▶

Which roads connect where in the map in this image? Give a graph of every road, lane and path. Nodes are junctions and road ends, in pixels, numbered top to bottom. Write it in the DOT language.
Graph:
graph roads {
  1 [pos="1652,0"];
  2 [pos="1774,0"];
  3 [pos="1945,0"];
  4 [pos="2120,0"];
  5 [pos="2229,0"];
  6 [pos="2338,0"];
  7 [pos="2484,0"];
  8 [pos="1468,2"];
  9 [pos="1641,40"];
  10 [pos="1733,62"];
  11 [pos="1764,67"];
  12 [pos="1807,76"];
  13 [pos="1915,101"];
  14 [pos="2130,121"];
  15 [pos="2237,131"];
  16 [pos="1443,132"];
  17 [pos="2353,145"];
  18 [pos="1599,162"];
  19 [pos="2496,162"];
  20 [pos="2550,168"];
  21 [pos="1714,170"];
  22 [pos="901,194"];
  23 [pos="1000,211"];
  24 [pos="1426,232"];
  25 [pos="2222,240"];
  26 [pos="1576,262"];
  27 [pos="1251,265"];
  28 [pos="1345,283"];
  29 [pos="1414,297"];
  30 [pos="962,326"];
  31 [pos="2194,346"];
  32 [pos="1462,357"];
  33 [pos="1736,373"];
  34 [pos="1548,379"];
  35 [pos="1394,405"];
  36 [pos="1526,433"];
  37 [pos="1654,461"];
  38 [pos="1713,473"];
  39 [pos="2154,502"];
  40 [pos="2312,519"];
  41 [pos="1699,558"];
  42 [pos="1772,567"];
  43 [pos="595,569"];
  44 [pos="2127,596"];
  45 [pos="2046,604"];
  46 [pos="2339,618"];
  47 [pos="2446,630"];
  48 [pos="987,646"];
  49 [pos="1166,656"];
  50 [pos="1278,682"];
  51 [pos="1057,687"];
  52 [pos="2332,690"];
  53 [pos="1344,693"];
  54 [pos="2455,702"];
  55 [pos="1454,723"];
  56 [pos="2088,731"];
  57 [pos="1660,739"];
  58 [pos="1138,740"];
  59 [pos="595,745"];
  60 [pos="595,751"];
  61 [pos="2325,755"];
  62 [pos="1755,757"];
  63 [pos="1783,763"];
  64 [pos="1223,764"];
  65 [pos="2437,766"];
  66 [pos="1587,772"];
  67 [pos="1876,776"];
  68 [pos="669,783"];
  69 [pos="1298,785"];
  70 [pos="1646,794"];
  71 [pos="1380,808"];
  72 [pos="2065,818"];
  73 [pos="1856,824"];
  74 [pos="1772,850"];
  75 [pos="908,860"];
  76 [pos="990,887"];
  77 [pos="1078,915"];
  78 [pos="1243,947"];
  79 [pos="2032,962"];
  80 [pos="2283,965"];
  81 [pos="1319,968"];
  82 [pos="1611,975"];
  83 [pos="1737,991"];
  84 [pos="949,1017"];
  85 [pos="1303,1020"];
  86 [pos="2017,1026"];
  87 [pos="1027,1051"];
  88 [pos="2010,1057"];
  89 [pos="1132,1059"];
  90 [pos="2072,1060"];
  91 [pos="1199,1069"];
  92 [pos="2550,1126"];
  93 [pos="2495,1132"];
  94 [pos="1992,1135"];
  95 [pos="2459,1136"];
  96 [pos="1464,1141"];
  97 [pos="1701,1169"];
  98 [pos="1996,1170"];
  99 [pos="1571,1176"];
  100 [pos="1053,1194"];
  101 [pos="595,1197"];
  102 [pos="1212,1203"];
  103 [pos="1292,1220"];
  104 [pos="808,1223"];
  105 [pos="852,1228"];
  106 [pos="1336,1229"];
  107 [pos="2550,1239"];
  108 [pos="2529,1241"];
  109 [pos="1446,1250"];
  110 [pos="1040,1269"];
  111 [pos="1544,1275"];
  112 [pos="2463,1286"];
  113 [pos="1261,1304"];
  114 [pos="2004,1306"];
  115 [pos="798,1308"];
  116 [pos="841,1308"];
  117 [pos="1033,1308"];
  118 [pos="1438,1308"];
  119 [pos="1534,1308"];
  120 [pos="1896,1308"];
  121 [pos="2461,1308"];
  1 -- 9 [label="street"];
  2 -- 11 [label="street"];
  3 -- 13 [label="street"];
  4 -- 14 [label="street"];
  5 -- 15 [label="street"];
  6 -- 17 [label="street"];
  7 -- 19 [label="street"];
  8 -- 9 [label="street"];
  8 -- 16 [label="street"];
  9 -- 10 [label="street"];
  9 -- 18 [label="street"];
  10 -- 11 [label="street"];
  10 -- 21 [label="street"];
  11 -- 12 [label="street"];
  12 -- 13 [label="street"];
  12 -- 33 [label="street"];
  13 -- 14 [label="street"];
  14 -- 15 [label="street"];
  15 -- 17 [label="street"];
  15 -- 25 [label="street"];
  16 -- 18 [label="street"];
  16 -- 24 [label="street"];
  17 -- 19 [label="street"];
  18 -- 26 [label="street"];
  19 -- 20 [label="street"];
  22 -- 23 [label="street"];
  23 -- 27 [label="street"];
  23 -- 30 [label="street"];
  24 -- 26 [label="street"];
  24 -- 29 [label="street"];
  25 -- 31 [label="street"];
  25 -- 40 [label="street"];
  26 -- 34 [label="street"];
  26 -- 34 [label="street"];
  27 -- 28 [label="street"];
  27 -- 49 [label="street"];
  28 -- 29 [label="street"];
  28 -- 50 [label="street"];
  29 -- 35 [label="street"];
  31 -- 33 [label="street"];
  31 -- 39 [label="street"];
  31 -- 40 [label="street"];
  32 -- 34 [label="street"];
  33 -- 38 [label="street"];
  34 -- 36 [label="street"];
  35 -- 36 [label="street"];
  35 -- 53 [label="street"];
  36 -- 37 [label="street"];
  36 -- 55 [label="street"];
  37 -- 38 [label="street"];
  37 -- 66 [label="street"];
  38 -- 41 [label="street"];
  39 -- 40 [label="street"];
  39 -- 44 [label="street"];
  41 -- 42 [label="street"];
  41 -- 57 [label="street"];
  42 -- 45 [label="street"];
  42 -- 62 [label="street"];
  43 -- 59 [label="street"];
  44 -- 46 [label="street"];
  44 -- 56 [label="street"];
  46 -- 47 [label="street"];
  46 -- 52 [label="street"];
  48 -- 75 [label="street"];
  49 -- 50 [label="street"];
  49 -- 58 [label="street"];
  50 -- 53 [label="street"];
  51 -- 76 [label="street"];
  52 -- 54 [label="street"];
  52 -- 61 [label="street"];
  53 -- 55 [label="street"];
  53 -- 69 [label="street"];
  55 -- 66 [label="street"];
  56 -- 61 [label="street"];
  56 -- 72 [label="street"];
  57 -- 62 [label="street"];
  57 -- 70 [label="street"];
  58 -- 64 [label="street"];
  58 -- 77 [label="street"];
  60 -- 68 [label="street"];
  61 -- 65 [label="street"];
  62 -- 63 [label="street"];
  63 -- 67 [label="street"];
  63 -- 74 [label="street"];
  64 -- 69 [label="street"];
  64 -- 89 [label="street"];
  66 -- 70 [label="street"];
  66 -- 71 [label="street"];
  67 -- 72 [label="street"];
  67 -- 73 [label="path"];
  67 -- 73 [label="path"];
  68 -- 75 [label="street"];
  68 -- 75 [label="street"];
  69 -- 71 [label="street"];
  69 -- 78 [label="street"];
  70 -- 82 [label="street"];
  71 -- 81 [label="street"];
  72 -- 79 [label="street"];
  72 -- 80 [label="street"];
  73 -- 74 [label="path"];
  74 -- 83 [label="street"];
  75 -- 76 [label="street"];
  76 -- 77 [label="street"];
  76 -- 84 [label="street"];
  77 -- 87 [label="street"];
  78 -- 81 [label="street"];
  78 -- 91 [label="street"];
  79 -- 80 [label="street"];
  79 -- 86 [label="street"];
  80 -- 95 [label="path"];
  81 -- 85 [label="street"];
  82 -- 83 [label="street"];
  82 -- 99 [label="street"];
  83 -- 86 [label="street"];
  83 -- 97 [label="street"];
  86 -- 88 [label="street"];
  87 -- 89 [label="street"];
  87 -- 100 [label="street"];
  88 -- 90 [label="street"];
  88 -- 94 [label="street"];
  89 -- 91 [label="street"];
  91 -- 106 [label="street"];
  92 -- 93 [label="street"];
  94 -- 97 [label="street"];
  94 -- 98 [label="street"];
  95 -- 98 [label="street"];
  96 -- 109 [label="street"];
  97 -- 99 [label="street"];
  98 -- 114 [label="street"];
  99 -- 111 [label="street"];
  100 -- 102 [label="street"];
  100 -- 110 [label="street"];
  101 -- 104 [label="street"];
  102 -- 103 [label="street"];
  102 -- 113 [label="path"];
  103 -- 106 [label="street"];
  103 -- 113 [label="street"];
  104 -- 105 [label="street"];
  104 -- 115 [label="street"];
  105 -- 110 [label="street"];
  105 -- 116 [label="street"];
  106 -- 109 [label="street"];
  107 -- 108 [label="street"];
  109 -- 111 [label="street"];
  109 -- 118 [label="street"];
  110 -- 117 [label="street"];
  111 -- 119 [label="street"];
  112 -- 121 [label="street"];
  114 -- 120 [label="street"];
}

◀

ABOUT THIS EXERCISE -> When a line in the material above contains the word "roads", copy that line out.

RESPONSE AREA ->
Which roads connect where in the map in this image? Give a graph of every road, lane and path. Nodes are junctions and road ends, in pixels, numbered top to bottom. Write it in the DOT language.
graph roads {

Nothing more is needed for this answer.